We are getting used to the relatively new science of genome analysis throwing up regular surprises and calling into question a few things we thought we understood reasonably well, but then that's science. Science wouldn't be any use if we didn't keep learning new things, revising old assumptions and so making progress.
For example, we once thought that modern humans evolved in East (or possibly South) Africa and that a small band of Homo sapiens followed an earlier migration of H. erectus and left Africa for Eurasia and thence into the Americas and the Pacific. We assumed the last band out of Africa were the ancestors of all non-African people but had emerged from Africa as a fully differentiated, distinct species, and had pretty much stayed that way. We assumed their modern genome was derived directly from that of the African forebears.

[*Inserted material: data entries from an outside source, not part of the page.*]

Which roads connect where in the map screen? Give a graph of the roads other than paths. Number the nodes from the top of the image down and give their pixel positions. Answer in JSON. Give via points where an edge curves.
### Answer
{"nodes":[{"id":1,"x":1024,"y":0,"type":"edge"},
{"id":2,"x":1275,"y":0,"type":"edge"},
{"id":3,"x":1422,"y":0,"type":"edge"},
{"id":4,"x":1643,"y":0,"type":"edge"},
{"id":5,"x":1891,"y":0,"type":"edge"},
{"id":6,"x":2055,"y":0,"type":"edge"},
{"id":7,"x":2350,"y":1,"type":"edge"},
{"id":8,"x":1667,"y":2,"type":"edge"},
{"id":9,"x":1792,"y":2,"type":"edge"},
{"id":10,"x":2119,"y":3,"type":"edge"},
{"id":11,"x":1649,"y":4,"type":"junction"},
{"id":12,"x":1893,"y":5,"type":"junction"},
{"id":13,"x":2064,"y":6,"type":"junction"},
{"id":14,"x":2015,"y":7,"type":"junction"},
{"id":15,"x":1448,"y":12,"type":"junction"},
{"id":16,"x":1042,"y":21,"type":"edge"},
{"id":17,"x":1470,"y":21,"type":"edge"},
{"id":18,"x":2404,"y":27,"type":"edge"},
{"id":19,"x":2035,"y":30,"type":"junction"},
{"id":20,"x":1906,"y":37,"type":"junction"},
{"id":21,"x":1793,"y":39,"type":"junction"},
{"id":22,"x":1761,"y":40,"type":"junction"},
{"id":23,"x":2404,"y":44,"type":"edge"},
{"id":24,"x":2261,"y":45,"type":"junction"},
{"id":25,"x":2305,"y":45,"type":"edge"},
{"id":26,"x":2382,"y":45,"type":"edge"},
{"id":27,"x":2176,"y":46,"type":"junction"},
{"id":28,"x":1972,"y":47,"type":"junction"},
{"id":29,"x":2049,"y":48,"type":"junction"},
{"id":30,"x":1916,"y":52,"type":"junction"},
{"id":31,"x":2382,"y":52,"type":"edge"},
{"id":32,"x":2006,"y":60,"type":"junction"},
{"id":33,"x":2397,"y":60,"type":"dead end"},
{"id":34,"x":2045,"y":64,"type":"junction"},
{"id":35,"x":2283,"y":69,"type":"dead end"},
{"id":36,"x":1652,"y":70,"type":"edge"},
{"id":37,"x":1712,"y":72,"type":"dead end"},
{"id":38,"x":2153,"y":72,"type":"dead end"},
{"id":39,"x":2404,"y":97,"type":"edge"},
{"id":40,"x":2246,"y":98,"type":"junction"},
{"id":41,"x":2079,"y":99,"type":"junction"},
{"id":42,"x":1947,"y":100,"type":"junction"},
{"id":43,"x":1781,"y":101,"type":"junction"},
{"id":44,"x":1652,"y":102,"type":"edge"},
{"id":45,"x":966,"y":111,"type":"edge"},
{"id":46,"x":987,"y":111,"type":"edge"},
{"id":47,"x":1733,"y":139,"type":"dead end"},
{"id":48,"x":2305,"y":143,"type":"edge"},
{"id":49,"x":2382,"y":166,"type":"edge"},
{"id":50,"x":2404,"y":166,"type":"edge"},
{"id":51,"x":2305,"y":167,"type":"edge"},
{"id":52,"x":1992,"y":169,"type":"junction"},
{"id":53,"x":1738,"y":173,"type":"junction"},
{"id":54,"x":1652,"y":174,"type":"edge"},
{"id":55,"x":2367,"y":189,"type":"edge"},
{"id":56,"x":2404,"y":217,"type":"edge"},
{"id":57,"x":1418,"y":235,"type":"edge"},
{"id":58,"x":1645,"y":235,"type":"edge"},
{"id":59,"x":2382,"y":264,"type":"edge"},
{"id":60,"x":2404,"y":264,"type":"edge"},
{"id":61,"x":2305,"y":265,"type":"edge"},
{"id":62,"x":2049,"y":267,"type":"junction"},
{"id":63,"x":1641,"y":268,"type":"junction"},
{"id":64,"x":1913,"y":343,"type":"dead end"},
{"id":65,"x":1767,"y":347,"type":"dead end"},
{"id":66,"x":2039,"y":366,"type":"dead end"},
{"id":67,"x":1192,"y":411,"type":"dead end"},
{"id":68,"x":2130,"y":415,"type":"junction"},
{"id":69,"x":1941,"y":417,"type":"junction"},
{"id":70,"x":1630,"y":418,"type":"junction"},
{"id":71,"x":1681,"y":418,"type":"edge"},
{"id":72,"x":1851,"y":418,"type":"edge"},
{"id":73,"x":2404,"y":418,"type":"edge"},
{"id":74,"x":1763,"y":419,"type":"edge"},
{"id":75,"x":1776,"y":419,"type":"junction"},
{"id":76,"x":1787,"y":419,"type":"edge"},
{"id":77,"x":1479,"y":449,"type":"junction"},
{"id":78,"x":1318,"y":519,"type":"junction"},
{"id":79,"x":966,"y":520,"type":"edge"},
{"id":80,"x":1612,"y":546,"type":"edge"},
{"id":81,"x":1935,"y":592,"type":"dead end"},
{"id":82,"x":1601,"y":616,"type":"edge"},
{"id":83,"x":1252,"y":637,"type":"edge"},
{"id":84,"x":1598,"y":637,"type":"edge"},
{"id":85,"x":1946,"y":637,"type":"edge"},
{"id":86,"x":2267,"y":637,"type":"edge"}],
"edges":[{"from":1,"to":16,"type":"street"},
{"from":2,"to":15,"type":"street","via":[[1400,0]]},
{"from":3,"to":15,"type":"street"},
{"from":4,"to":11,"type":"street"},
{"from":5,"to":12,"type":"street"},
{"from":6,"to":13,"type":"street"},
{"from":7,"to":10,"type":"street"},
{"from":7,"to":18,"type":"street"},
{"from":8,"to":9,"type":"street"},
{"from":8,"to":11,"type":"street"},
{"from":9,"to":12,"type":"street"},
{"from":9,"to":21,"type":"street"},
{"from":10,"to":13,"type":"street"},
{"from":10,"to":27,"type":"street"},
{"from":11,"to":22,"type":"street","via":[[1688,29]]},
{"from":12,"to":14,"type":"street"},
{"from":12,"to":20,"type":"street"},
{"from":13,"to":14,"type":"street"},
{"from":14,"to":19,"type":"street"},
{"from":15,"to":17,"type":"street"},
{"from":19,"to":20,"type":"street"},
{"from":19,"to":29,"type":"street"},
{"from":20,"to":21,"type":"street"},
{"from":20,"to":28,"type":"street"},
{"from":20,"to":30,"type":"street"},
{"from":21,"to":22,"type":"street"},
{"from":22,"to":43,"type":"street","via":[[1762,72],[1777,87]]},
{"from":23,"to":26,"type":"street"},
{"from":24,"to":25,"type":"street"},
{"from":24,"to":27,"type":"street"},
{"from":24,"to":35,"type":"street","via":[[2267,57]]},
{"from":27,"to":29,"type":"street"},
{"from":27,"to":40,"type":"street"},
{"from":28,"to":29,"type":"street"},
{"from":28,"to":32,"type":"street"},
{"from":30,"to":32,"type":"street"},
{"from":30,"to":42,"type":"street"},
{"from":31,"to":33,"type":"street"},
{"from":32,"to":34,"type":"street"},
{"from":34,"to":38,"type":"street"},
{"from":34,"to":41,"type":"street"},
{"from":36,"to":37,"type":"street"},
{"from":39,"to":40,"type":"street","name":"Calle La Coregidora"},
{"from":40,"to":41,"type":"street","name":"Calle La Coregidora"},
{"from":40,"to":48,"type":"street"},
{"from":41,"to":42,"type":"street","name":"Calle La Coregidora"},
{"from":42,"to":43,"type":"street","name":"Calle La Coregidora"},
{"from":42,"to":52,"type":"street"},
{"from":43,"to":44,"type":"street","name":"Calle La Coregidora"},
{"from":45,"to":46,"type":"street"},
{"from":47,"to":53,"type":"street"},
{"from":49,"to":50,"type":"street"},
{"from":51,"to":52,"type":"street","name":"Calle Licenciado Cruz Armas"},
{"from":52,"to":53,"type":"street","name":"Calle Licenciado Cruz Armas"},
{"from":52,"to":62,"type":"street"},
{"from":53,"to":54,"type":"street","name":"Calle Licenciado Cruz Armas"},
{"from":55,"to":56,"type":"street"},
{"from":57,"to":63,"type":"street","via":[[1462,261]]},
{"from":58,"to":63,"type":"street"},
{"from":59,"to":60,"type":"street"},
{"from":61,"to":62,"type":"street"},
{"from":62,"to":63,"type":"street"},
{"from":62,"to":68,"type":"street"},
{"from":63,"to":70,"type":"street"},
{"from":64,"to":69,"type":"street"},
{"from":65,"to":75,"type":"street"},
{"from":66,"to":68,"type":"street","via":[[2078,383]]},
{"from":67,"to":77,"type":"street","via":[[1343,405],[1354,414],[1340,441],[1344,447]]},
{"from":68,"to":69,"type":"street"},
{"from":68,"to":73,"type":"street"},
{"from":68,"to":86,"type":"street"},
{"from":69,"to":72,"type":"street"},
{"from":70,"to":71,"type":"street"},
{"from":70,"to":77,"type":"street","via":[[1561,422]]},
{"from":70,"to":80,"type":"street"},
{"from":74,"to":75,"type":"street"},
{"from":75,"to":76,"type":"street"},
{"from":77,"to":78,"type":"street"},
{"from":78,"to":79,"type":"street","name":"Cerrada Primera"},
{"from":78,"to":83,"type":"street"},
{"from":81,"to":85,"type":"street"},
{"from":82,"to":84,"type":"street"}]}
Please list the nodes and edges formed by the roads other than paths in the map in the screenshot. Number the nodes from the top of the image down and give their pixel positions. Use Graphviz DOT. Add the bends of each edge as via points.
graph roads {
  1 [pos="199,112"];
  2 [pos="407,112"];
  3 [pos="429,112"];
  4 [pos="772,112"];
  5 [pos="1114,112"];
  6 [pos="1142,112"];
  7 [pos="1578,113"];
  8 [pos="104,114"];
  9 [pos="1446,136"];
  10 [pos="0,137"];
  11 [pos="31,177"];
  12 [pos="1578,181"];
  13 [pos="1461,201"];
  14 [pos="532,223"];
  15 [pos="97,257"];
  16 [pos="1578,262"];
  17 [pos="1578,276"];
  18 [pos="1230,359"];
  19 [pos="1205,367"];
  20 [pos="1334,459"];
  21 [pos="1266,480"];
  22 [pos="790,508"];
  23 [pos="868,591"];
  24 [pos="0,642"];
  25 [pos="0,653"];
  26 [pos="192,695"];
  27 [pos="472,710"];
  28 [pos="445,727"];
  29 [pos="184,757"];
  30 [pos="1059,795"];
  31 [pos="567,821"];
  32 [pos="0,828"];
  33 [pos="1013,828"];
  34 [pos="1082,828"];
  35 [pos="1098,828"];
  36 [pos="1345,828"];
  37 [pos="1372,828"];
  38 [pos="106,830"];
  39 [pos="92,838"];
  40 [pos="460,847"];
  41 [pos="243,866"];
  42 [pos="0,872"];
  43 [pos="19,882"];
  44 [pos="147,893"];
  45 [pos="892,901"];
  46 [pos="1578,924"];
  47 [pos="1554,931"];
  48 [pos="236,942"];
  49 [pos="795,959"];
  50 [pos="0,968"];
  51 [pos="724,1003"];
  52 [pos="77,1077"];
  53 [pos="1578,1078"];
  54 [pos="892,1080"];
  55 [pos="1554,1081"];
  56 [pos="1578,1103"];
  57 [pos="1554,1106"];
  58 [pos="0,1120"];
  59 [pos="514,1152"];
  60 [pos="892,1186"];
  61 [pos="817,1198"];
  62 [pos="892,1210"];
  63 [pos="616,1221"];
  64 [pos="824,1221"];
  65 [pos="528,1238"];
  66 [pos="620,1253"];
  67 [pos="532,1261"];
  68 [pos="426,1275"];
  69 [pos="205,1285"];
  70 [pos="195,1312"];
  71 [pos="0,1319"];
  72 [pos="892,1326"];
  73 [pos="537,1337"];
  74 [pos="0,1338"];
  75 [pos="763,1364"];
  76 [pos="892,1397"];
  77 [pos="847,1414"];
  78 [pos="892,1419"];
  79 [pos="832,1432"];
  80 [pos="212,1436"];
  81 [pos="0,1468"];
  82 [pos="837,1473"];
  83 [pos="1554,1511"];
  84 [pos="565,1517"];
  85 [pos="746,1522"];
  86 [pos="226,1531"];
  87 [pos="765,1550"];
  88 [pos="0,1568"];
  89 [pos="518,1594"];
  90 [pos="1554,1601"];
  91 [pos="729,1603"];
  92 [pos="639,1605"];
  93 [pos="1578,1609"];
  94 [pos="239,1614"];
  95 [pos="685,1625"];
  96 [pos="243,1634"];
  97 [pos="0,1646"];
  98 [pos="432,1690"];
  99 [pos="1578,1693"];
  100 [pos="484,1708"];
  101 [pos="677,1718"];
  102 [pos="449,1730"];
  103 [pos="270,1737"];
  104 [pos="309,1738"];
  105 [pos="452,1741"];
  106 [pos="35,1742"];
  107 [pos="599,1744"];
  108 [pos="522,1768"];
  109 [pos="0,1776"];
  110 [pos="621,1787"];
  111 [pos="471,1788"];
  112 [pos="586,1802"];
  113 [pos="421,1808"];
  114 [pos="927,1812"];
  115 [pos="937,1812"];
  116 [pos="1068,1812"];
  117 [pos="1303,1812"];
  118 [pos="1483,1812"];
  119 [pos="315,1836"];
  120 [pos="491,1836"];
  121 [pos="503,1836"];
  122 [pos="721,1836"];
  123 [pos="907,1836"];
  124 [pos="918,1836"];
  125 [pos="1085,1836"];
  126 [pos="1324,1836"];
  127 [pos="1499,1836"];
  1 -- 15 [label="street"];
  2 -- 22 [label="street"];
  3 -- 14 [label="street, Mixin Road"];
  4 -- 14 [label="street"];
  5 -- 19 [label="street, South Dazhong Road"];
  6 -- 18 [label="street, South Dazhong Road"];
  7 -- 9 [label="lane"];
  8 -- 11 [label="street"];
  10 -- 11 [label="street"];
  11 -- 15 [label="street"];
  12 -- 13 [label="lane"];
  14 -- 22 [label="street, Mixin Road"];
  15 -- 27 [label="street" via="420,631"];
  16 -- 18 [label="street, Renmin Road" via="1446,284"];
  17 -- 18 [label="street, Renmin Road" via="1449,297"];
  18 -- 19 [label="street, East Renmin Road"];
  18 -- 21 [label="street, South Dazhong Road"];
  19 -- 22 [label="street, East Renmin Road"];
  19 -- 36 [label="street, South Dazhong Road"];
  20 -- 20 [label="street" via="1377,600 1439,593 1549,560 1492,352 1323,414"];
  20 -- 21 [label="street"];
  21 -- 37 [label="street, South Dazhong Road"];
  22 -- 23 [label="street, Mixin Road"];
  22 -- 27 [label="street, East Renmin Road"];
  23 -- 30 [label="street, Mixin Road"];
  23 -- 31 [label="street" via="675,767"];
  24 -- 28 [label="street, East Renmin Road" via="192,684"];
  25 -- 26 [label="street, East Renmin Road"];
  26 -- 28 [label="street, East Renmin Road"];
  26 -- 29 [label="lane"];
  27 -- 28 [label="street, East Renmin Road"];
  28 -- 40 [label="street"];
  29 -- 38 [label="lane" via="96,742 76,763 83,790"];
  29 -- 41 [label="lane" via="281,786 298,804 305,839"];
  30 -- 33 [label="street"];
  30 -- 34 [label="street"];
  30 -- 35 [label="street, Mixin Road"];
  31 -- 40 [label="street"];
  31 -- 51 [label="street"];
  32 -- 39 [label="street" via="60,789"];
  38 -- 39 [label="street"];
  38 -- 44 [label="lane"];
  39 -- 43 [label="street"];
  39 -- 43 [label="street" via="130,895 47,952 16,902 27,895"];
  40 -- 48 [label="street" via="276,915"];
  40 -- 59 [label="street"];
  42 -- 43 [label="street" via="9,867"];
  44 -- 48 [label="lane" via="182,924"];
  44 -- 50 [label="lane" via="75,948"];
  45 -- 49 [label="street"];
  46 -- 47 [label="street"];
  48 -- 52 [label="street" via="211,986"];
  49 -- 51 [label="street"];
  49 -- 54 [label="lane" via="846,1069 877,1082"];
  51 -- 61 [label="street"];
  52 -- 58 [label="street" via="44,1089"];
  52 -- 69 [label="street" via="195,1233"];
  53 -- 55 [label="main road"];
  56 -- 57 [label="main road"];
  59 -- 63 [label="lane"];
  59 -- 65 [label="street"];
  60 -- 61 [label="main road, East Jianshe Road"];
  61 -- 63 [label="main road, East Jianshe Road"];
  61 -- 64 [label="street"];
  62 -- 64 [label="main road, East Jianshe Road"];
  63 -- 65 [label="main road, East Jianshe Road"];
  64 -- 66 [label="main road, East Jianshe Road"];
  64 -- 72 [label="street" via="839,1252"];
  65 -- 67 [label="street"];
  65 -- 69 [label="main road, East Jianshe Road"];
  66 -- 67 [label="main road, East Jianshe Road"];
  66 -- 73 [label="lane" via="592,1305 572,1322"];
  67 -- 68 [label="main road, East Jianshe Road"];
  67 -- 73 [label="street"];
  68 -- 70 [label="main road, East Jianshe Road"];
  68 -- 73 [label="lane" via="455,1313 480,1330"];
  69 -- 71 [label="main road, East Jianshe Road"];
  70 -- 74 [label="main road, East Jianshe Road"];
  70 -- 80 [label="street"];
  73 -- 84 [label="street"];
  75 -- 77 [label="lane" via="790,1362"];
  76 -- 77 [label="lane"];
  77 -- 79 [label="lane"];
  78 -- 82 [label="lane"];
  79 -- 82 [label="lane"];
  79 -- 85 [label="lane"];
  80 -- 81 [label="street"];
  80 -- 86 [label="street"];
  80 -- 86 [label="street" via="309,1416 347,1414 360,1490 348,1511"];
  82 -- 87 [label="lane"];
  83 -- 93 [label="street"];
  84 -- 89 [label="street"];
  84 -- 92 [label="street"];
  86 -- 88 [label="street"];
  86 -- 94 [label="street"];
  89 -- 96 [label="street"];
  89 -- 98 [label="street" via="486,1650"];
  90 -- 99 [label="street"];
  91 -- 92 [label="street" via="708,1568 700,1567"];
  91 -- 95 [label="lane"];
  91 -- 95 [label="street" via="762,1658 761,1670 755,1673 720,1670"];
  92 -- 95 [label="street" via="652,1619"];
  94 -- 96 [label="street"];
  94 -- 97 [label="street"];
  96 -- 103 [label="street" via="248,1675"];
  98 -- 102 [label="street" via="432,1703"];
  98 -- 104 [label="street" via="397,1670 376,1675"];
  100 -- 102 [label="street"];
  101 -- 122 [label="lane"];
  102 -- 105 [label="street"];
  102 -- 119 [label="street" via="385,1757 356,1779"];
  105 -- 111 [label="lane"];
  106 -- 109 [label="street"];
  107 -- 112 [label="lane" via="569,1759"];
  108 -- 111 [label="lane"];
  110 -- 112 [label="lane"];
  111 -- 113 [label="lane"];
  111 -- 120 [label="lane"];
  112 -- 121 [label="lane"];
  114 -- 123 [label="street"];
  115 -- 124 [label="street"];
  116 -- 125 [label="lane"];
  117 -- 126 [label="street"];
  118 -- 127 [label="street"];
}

Then along came the ability to extract DNA from ancient fossils and very quickly things changed. We discovered that non-African people had not only interbred with Neanderthals and may have acquired some of their beneficial genes evolved over 250,000 years to adapt to the colder northern climate, so shortcutting our evolution, but that thy had interbred with a newly-discovered species of human, the enigmatic Denisovans. They may possibly even have interbred with the descendants of the original migration of H. erectus.
So, we now know that non-African people are derived from hybrids between several co-existing species of humans and acted very much like a ring species for a considerable period of time.
We then discovered that for a period of 2 million years, our ancestors and the ancestors of chimpanzees also interbred occasionally when they came into contact. This happened between 6.3 and 5.1 million years ago.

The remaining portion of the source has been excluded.